*** Opening Provided data ***
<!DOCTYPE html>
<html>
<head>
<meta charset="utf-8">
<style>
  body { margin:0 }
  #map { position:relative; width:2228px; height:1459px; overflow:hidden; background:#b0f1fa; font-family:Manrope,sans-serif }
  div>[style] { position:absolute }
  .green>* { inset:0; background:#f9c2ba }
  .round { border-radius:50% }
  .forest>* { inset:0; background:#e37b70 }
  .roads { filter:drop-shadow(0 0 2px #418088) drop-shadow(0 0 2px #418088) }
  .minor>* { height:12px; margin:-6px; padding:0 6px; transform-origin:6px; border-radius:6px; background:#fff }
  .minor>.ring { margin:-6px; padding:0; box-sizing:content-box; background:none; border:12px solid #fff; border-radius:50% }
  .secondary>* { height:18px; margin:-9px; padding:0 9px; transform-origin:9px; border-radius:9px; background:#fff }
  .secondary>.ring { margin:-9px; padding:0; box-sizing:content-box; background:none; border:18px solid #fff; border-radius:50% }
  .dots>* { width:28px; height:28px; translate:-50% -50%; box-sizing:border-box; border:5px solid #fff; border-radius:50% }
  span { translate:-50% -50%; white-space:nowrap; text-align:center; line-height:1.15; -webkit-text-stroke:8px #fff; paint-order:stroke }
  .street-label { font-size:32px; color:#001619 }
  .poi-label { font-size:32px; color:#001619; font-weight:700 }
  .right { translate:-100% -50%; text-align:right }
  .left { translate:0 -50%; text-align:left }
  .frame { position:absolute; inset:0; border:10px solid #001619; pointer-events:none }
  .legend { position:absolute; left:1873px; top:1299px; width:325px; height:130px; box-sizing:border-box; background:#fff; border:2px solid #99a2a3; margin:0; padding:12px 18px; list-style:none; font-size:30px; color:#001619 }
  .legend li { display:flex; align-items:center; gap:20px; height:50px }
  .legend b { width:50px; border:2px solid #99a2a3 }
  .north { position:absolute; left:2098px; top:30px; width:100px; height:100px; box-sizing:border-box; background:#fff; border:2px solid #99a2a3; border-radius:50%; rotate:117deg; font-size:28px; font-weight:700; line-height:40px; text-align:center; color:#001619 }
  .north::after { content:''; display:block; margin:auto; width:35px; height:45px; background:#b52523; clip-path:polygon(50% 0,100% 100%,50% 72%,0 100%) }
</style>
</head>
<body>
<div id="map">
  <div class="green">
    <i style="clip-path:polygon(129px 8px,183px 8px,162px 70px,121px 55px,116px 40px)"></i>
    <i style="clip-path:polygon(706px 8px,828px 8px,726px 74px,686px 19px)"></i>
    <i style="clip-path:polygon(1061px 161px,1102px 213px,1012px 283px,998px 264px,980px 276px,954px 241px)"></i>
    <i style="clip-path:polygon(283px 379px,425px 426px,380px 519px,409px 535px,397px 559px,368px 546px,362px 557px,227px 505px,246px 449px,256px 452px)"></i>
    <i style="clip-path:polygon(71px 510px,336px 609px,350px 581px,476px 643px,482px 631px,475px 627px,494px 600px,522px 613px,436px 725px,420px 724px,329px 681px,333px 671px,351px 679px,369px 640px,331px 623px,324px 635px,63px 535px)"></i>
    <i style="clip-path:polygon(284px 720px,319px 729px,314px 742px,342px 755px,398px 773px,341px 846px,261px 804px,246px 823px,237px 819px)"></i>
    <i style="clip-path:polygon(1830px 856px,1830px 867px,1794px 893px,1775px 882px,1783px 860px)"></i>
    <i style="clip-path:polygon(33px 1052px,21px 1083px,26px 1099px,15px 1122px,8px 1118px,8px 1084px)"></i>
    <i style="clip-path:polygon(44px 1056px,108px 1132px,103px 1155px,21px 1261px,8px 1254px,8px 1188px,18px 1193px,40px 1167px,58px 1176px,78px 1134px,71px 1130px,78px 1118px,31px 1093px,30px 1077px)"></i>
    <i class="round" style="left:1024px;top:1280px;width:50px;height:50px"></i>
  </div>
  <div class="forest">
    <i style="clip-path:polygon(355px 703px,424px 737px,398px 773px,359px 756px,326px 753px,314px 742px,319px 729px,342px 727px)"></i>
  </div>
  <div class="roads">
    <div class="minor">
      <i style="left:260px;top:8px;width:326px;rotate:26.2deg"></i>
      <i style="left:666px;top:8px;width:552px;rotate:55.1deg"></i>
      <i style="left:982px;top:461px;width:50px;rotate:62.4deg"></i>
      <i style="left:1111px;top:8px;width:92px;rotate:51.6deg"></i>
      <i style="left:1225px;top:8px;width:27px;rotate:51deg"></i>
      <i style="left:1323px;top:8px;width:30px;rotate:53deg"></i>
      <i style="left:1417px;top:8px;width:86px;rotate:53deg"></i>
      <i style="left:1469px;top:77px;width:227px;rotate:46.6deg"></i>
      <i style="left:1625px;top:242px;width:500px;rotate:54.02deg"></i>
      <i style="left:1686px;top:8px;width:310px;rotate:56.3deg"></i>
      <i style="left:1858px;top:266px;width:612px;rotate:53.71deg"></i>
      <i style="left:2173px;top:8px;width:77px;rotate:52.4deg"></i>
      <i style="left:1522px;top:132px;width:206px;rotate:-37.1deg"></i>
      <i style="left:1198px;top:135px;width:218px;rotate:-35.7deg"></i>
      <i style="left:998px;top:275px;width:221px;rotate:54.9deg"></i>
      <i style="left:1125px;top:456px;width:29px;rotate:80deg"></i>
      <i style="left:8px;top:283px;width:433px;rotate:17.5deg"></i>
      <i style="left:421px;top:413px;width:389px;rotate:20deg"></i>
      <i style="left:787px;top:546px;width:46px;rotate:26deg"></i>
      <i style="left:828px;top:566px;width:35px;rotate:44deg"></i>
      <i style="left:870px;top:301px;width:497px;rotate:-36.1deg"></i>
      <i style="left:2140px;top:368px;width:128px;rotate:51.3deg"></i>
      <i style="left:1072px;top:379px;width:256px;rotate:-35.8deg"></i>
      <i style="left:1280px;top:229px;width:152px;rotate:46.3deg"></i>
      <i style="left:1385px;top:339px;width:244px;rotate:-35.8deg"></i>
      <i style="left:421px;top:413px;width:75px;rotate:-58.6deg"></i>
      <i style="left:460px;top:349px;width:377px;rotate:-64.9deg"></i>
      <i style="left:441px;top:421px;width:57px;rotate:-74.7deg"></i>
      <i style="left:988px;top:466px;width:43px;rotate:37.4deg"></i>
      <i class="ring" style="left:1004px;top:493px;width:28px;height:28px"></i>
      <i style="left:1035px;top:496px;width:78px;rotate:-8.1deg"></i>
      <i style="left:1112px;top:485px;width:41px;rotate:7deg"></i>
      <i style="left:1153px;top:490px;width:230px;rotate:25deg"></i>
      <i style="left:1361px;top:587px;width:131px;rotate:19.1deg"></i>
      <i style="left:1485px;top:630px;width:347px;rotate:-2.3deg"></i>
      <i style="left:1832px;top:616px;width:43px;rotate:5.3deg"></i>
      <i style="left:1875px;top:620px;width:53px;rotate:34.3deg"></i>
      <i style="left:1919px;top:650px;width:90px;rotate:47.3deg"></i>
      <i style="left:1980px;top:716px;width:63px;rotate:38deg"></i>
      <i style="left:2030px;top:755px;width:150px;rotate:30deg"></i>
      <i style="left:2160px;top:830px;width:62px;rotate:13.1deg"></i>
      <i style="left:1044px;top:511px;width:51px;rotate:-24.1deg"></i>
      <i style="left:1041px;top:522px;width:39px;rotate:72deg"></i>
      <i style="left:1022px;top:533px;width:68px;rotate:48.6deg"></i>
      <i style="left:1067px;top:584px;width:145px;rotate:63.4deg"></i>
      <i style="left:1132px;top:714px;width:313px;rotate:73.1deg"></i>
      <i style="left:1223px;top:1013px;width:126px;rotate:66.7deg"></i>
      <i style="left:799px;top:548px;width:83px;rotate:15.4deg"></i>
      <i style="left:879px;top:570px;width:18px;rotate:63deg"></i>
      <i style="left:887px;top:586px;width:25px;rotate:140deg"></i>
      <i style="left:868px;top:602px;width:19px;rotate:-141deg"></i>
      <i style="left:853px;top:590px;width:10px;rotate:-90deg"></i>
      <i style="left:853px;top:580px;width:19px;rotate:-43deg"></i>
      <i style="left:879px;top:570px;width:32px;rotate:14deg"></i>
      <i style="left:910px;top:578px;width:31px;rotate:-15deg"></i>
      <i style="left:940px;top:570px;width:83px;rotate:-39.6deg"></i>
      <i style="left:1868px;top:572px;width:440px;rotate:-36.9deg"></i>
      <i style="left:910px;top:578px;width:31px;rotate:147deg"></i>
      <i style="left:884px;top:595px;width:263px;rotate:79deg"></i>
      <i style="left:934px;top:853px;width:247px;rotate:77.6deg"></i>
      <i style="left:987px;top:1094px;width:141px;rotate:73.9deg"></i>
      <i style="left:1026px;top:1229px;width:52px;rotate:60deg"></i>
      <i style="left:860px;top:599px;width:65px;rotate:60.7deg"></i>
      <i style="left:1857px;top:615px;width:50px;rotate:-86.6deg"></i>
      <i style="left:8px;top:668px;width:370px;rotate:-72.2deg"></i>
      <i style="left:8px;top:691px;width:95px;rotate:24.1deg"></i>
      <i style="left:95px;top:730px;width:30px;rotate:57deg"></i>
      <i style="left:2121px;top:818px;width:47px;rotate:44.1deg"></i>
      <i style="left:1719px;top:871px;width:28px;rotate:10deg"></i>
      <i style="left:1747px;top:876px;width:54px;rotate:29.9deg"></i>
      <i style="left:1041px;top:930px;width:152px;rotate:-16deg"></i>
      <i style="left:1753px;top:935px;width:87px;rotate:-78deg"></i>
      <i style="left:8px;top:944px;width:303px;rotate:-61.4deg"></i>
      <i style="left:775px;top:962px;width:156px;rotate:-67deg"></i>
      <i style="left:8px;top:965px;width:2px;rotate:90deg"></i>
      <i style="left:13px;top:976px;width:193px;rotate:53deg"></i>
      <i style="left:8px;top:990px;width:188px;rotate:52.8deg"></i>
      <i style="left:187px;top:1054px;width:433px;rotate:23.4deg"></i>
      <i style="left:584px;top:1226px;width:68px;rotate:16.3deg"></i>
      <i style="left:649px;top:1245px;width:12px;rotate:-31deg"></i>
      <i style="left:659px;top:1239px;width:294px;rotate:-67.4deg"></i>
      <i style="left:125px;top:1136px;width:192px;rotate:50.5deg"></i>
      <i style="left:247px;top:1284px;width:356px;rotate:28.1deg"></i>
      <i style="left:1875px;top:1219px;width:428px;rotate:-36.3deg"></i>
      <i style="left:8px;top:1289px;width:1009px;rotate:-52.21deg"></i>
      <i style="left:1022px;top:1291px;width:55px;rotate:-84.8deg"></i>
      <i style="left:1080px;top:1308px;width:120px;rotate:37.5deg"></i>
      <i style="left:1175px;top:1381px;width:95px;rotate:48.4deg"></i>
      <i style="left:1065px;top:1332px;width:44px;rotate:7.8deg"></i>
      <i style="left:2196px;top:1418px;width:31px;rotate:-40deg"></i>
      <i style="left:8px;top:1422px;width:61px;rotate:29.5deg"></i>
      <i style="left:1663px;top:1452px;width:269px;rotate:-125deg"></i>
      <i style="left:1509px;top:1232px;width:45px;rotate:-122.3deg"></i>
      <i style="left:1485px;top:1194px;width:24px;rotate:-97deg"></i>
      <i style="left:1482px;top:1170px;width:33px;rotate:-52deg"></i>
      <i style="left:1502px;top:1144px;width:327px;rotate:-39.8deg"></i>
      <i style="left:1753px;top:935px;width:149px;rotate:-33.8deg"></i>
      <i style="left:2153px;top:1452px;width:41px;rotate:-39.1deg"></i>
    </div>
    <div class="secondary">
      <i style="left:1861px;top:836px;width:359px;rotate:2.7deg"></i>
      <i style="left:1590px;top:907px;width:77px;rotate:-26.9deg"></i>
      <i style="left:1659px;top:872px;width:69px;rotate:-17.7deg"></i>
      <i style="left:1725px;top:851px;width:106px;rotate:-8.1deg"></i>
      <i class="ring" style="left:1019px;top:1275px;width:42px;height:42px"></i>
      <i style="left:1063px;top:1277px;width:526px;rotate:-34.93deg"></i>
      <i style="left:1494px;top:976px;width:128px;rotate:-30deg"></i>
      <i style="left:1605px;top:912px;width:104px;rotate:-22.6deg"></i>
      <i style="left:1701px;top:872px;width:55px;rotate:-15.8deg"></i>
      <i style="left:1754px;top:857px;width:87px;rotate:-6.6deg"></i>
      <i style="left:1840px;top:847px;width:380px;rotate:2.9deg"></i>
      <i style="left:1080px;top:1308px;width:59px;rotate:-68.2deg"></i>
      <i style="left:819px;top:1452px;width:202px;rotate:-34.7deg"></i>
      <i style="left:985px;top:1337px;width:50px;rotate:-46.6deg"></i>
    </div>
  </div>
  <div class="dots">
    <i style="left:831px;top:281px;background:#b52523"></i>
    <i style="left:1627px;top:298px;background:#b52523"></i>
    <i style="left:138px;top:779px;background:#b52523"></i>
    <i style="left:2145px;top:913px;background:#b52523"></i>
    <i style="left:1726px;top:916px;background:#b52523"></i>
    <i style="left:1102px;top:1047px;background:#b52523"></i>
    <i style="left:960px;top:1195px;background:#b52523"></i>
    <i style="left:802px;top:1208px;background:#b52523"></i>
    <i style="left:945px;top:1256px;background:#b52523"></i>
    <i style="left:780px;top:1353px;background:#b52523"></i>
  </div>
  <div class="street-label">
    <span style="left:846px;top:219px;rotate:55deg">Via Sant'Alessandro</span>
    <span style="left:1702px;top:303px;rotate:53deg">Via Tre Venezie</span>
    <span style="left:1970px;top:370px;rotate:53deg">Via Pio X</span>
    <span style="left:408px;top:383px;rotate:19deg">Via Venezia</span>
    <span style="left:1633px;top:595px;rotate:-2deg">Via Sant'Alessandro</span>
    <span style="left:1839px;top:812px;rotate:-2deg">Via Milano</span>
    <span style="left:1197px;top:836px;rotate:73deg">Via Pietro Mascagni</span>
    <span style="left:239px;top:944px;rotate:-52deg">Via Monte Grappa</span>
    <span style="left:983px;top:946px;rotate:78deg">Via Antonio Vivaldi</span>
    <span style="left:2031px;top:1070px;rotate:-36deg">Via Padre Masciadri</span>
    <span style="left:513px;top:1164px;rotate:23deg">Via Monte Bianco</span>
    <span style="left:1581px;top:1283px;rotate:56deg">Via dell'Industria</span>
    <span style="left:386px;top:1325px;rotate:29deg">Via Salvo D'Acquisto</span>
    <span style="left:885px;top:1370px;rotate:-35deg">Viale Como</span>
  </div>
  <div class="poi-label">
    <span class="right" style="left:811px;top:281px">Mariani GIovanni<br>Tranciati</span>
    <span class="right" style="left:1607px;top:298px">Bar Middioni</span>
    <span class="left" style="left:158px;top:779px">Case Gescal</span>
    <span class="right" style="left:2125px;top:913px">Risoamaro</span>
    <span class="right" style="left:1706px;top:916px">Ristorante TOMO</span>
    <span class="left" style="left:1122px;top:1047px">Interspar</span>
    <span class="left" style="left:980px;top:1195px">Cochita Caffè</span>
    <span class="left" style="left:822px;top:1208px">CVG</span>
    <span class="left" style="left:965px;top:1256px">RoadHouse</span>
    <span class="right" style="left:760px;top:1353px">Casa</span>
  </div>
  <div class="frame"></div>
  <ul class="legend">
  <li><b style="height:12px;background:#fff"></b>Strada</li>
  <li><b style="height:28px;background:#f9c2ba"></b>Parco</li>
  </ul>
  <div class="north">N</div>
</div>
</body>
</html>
*** Closing Provided data ***
§ **Task requirements**:
Going back to the entries above, set down exactly the lines that begin at the one with "display:flex; align-items:center; gap:20px;" and end at the one with "position:absolute; left:2098px; top:30px;", both included, and nothing else.

§ **Written response**:
  .legend li { display:flex; align-items:center; gap:20px; height:50px }
  .legend b { width:50px; border:2px solid #99a2a3 }
  .north { position:absolute; left:2098px; top:30px; width:100px; height:100px; box-sizing:border-box; background:#fff; border:2px solid #99a2a3; border-radius:50%; rotate:117deg; font-size:28px; font-weight:700; line-height:40px; text-align:center; color:#001619 }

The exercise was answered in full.